*Work to be completed*:
Each record is to be transcribed exactly.

━━━━━━

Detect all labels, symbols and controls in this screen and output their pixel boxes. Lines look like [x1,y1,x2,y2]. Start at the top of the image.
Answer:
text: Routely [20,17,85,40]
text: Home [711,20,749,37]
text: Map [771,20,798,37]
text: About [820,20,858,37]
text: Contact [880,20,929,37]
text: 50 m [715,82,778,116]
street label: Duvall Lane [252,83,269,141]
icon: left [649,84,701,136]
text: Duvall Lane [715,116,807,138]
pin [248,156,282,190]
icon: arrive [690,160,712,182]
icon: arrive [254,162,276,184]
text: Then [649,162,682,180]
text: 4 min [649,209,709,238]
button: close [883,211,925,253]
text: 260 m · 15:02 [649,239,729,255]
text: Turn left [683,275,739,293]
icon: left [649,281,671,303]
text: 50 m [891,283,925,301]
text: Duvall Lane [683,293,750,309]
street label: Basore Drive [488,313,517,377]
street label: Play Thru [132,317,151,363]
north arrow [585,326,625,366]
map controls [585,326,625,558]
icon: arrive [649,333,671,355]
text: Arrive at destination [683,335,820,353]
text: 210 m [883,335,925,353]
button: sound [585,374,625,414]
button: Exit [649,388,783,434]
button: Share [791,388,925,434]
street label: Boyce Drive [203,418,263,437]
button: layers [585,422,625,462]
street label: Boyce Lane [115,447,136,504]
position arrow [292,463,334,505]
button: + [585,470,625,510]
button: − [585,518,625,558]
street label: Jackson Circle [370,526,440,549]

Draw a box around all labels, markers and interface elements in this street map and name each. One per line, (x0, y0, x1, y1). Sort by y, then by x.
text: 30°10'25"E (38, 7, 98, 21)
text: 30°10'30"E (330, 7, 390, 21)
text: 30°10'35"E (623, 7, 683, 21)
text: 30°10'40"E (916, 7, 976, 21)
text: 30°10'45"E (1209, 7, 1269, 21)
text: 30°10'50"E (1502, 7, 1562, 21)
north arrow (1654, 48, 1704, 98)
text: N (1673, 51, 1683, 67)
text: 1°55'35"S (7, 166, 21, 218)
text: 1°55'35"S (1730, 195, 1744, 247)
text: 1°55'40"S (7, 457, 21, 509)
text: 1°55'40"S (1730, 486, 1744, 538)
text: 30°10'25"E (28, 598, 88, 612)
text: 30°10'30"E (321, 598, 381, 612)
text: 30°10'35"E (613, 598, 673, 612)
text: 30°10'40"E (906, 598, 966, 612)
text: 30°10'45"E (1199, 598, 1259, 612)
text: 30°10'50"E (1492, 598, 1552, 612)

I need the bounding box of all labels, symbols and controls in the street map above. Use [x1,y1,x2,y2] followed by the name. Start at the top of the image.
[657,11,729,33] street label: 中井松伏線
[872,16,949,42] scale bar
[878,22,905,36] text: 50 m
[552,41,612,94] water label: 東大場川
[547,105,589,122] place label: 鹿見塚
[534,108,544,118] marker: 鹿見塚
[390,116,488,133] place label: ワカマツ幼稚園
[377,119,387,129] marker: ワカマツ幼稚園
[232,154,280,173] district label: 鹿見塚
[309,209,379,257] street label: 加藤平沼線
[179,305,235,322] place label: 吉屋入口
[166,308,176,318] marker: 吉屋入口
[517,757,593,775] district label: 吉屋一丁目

━━━━━━

*Answer area*:
Detect all labels, symbols and controls in this screen and output their pixel boxes. Lines look like [x1,y1,x2,y2]. Start at the top of the image.
Answer:
text: Routely [20,17,85,40]
text: Home [711,20,749,37]
text: Map [771,20,798,37]
text: About [820,20,858,37]
text: Contact [880,20,929,37]
text: 50 m [715,82,778,116]
street label: Duvall Lane [252,83,269,141]
icon: left [649,84,701,136]
text: Duvall Lane [715,116,807,138]
pin [248,156,282,190]
icon: arrive [690,160,712,182]
icon: arrive [254,162,276,184]
text: Then [649,162,682,180]
text: 4 min [649,209,709,238]
button: close [883,211,925,253]
text: 260 m · 15:02 [649,239,729,255]
text: Turn left [683,275,739,293]
icon: left [649,281,671,303]
text: 50 m [891,283,925,301]
text: Duvall Lane [683,293,750,309]
street label: Basore Drive [488,313,517,377]
street label: Play Thru [132,317,151,363]
north arrow [585,326,625,366]
map controls [585,326,625,558]
icon: arrive [649,333,671,355]
text: Arrive at destination [683,335,820,353]
text: 210 m [883,335,925,353]
button: sound [585,374,625,414]
button: Exit [649,388,783,434]
button: Share [791,388,925,434]
street label: Boyce Drive [203,418,263,437]
button: layers [585,422,625,462]
street label: Boyce Lane [115,447,136,504]
position arrow [292,463,334,505]
button: + [585,470,625,510]
button: − [585,518,625,558]
street label: Jackson Circle [370,526,440,549]

Draw a box around all labels, markers and interface elements in this street map and name each. One per line, (x0, y0, x1, y1). Sort by y, then by x.
text: 30°10'25"E (38, 7, 98, 21)
text: 30°10'30"E (330, 7, 390, 21)
text: 30°10'35"E (623, 7, 683, 21)
text: 30°10'40"E (916, 7, 976, 21)
text: 30°10'45"E (1209, 7, 1269, 21)
text: 30°10'50"E (1502, 7, 1562, 21)
north arrow (1654, 48, 1704, 98)
text: N (1673, 51, 1683, 67)
text: 1°55'35"S (7, 166, 21, 218)
text: 1°55'35"S (1730, 195, 1744, 247)
text: 1°55'40"S (7, 457, 21, 509)
text: 1°55'40"S (1730, 486, 1744, 538)
text: 30°10'25"E (28, 598, 88, 612)
text: 30°10'30"E (321, 598, 381, 612)
text: 30°10'35"E (613, 598, 673, 612)
text: 30°10'40"E (906, 598, 966, 612)
text: 30°10'45"E (1199, 598, 1259, 612)
text: 30°10'50"E (1492, 598, 1552, 612)

I need the bounding box of all labels, symbols and controls in the street map above. Use [x1,y1,x2,y2] followed by the name. Start at the top of the image.
[657,11,729,33] street label: 中井松伏線
[872,16,949,42] scale bar
[878,22,905,36] text: 50 m
[552,41,612,94] water label: 東大場川
[547,105,589,122] place label: 鹿見塚
[534,108,544,118] marker: 鹿見塚
[390,116,488,133] place label: ワカマツ幼稚園
[377,119,387,129] marker: ワカマツ幼稚園
[232,154,280,173] district label: 鹿見塚
[309,209,379,257] street label: 加藤平沼線
[179,305,235,322] place label: 吉屋入口
[166,308,176,318] marker: 吉屋入口
[517,757,593,775] district label: 吉屋一丁目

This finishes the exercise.